I am looking at my problem of wordiness in a slightly different way and trying to build a set of punctuation rules. At the moment, I am working on conjunctive adverbs, (see here: Conjunctive adverb - Wikipedia )
It’s still a work in progress; but currently I have two rules that test well: The first scans for a comma followed by an adverb, while the second scans for a list of adverbs commonly used as conjunctions. The problem is that many phrases are used as adverbs to join clauses. (They are called ‘conjunctive adverbial phrases’, ugh! )
For example: |on the other hand|in fact|as a result|in comparison|in contrast|just as|in addition|that is|…
Is there a way to turn such a list of phrases into a regular expression that can be used in a single rule?
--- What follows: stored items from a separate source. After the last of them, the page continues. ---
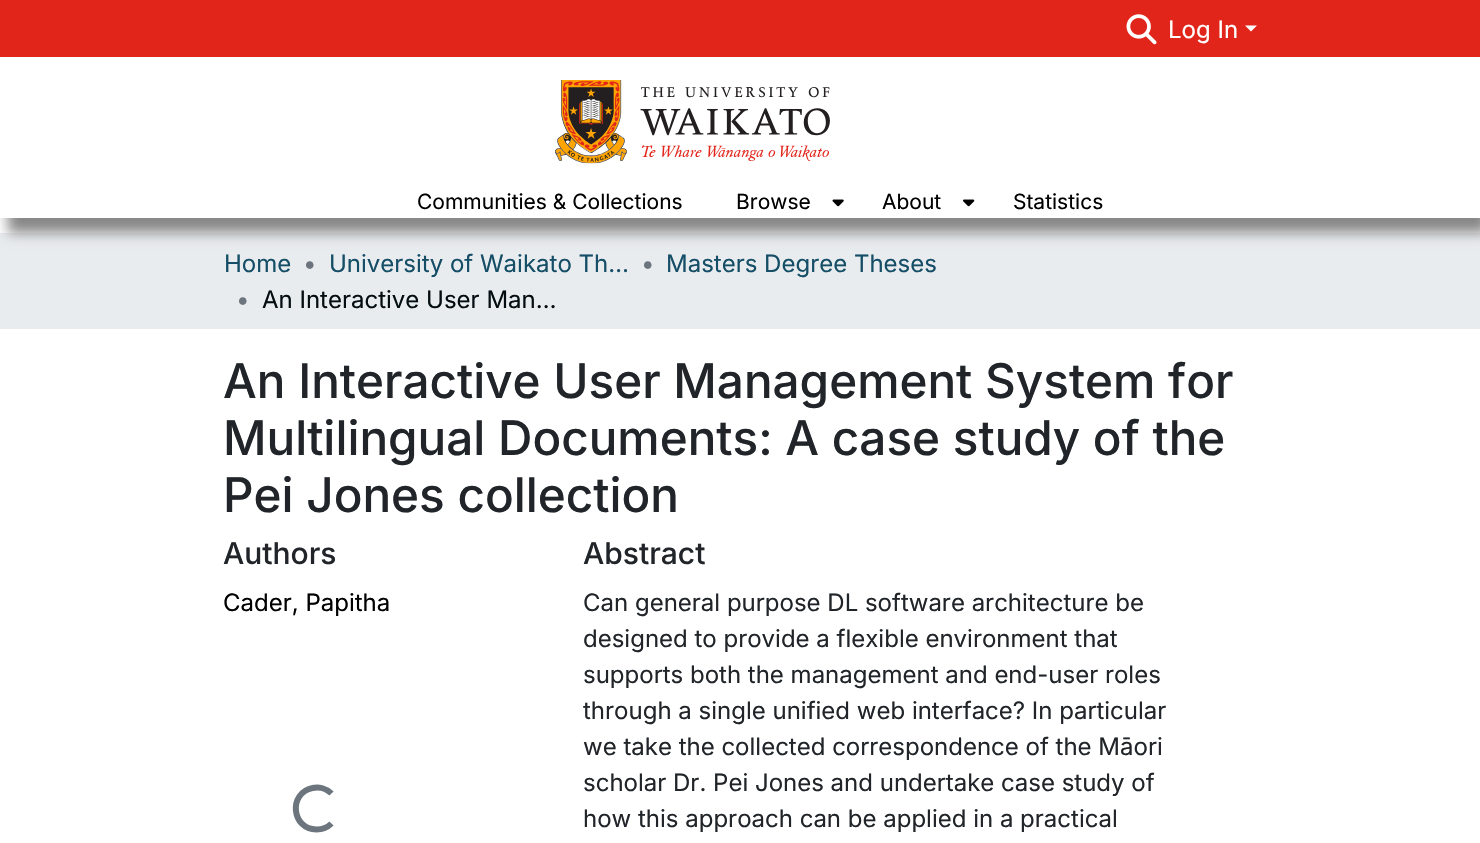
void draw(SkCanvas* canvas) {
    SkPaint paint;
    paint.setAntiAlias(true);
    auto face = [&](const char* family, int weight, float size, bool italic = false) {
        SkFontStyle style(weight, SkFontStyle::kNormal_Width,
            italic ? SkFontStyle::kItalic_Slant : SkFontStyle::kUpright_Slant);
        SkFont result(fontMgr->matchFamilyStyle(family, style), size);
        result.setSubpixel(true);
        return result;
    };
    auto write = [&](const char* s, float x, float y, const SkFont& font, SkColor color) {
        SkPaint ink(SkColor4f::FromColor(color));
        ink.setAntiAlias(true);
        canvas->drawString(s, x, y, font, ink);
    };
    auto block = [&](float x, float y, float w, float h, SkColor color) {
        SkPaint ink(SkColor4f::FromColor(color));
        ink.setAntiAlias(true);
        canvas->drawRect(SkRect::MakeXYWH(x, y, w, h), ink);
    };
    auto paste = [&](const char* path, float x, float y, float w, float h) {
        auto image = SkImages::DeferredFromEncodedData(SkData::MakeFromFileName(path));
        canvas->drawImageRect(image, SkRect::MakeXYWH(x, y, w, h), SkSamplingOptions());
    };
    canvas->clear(SK_ColorWHITE);
    block(0, 233, 1480, 96, SkColorSetRGB(233, 236, 239));
    canvas->save();
    canvas->clipPath(SkPathBuilder(SkPathFillType::kEvenOdd).moveTo(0, 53).lineTo(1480, 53).lineTo(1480, 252).lineTo(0, 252).close().moveTo(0, 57).lineTo(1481, 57).lineTo(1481, 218).lineTo(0, 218).close().detach(), true);
    paint.setColor(SkColorSetRGB(136, 136, 136));
    paint.setMaskFilter(SkMaskFilter::MakeBlur(kNormal_SkBlurStyle, 6));
    canvas->drawRect(SkRect::MakeXYWH(8, 72, 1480, 161), paint);
    paint.setMaskFilter(nullptr);
    canvas->restore();
    block(0, 0, 1480, 57, SkColorSetRGB(225, 37, 27));
    paste("pic1.png", 1126, 14, 31, 31);
    auto kFont1 = face("Inter", 400, 24);
    write("Log In", 1168, 38, kFont1, SK_ColorWHITE);
    paint.setColor(SK_ColorWHITE);
    canvas->drawPath(SkPathBuilder().moveTo(1245, 25.5f).lineTo(1257, 25.5f).lineTo(1251, 31.5f).close().detach(), paint);
    paste("pic2.png", 555, 80, 275, 84);
    auto kFont2 = face("Inter", 400, 21);
    write("Communities & Collections", 417, 209, kFont2, SK_ColorBLACK);
    write("Browse", 736, 209, kFont2, SK_ColorBLACK);
    paste("pic3.png", 832, 199, 12, 8);
    write("About", 882, 209, kFont2, SK_ColorBLACK);
    paste("pic4.png", 963, 199, 12, 8);
    write("Statistics", 1013, 209, kFont2, SK_ColorBLACK);
    write("Home", 224, 272, kFont1, SkColorSetRGB(21, 78, 102));
    write("•", 303, 272, kFont1, SkColorSetRGB(108, 117, 125));
    write("University of Waikato Th…", 329, 272, kFont1, SkColorSetRGB(21, 78, 102));
    write("•", 641, 272, kFont1, SkColorSetRGB(108, 117, 125));
    write("Masters Degree Theses", 666, 272, kFont1, SkColorSetRGB(21, 78, 102));
    write("•", 236, 308, kFont1, SkColorSetRGB(108, 117, 125));
    write("An Interactive User Man…", 262, 308, kFont1, SkColorSetRGB(4, 13, 17));
    auto kFont3 = face("Inter", 500, 47.65f);
    write("An Interactive User Management System for", 223, 398, kFont3, SkColorSetRGB(33, 37, 41));
    write("Multilingual Documents: A case study of the", 223, 455, kFont3, SkColorSetRGB(33, 37, 41));
    write("Pei Jones collection", 223, 512, kFont3, SkColorSetRGB(33, 37, 41));
    auto kFont4 = face("Inter", 500, 30);
    write("Authors", 223, 564, kFont4, SkColorSetRGB(33, 37, 41));
    write("Cader, Papitha", 223, 611, kFont1, SK_ColorBLACK);
    paint.setStyle(SkPaint::kStroke_Style);
    paint.setStrokeWidth(6);
    paint.setColor(SkColorSetRGB(108, 117, 125));
    canvas->drawPath(SkPathBuilder().moveTo(331.5f, 823.5f).cubicTo(327.5f, 827.5f, 322, 829.5f, 316.5f, 829.5f).cubicTo(291.5f, 829.5f, 288, 793, 312.5f, 788).cubicTo(319, 786.5f, 326.5f, 788.5f, 331.5f, 793.5f).detach(), paint);
    write("Abstract", 583, 564, kFont4, SkColorSetRGB(33, 37, 41));
    write("Can general purpose DL software architecture be", 583, 611, kFont1, SkColorSetRGB(33, 37, 41));
    write("designed to provide a flexible environment that", 583, 647, kFont1, SkColorSetRGB(33, 37, 41));
    write("supports both the management and end-user roles", 583, 683, kFont1, SkColorSetRGB(33, 37, 41));
    write("through a single unified web interface? In particular", 583, 719, kFont1, SkColorSetRGB(33, 37, 41));
    write("we take the collected correspondence of the Māori", 583, 755, kFont1, SkColorSetRGB(33, 37, 41));
    write("scholar Dr. Pei Jones and undertake case study of", 583, 791, kFont1, SkColorSetRGB(33, 37, 41));
    write("how this approach can be applied in a practical", 583, 827, kFont1, SkColorSetRGB(33, 37, 41));
}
Also, is there a limit to how many tokens can be used in a regular expression? For testing purpose I am just working with the examples from Wikipedia; but I have a spread sheet with a fuller list of over 100 entries, (both adverbs and phrases,) that is a combination of both Wikipedia and Cambridge dictionary examples.
Irvine
For information only, the two rules I have so far are:
<rule id="conjunctive_adverbs_1" name="punctuation_of_conjunctive_adverbs_1">
<pattern>
<marker>
<token regexp='yes'>,</token>
<token postag='RB|RBRR|RBS' postag_regexp='yes'></token>
</marker>
</pattern>
<message>Adverbs, when used as a conjunction between two clauses of a sentence, are normally preceded by a semicolon.</message>
<url>http://en.wikipedia.org/wiki/Conjunctive_adverb</url>
<short>Adverbs, when used as a conjunction between two clauses, are normally preceded be preceded by a semicolon.</short>
<example type='incorrect'>He can leap tall buildings in a single bound<marker>, furthermore</marker>, Dwight Schrute is a hog.</example>
<example type='correct'>He can leap tall buildings in a single bound; furthermore, Dwight Schrute is a hog.</example>
<example type='incorrect'>Oh, there's a butterfly.</example>
<example type='correct'>Oh. There's a butterfly.</example>
</rule>
<rule id="conjunctive_adverbs_2" name="punctuation_of_conjunctive_adverbs_2">
<pattern>
<marker>
<token>,</token>
<token regexp='yes'>accordingly|additionally|again|almost|although|anyway|besides|certainly|comparatively|consequently|contrarily|conversely|elsewhere|equally|eventually|finally|further|furthermore|hence|henceforth|however|incidentally|indeed|instead|likewise|meanwhile|moreover|namely|nevertheless|next|nonetheless|notably|now|otherwise|rather|similarly|still|subsequently|then|thereafter|therefore|thus|undoubtedly|uniquely</token>
</marker>
</pattern>
<message>Conjunctive adverbs should be preceded by a semicolon.</message>
<url>http://en.wikipedia.org/wiki/Conjunctive_adverb</url>
<short>Conjunctive adverbs should be preceded by a semicolon.</short>
<example type='incorrect'>He can leap tall buildings in a single bound<marker>, furthermore</marker>, Dwight Schrute is a hog.</example>
<example type='correct'>He can leap tall buildings in a single bound; furthermore, Dwight Schrute is a hog.</example>
</rule>
They are not finished yet, nor tested in my Openoffice instalation and still require supplementary rules to catch missing termination commas.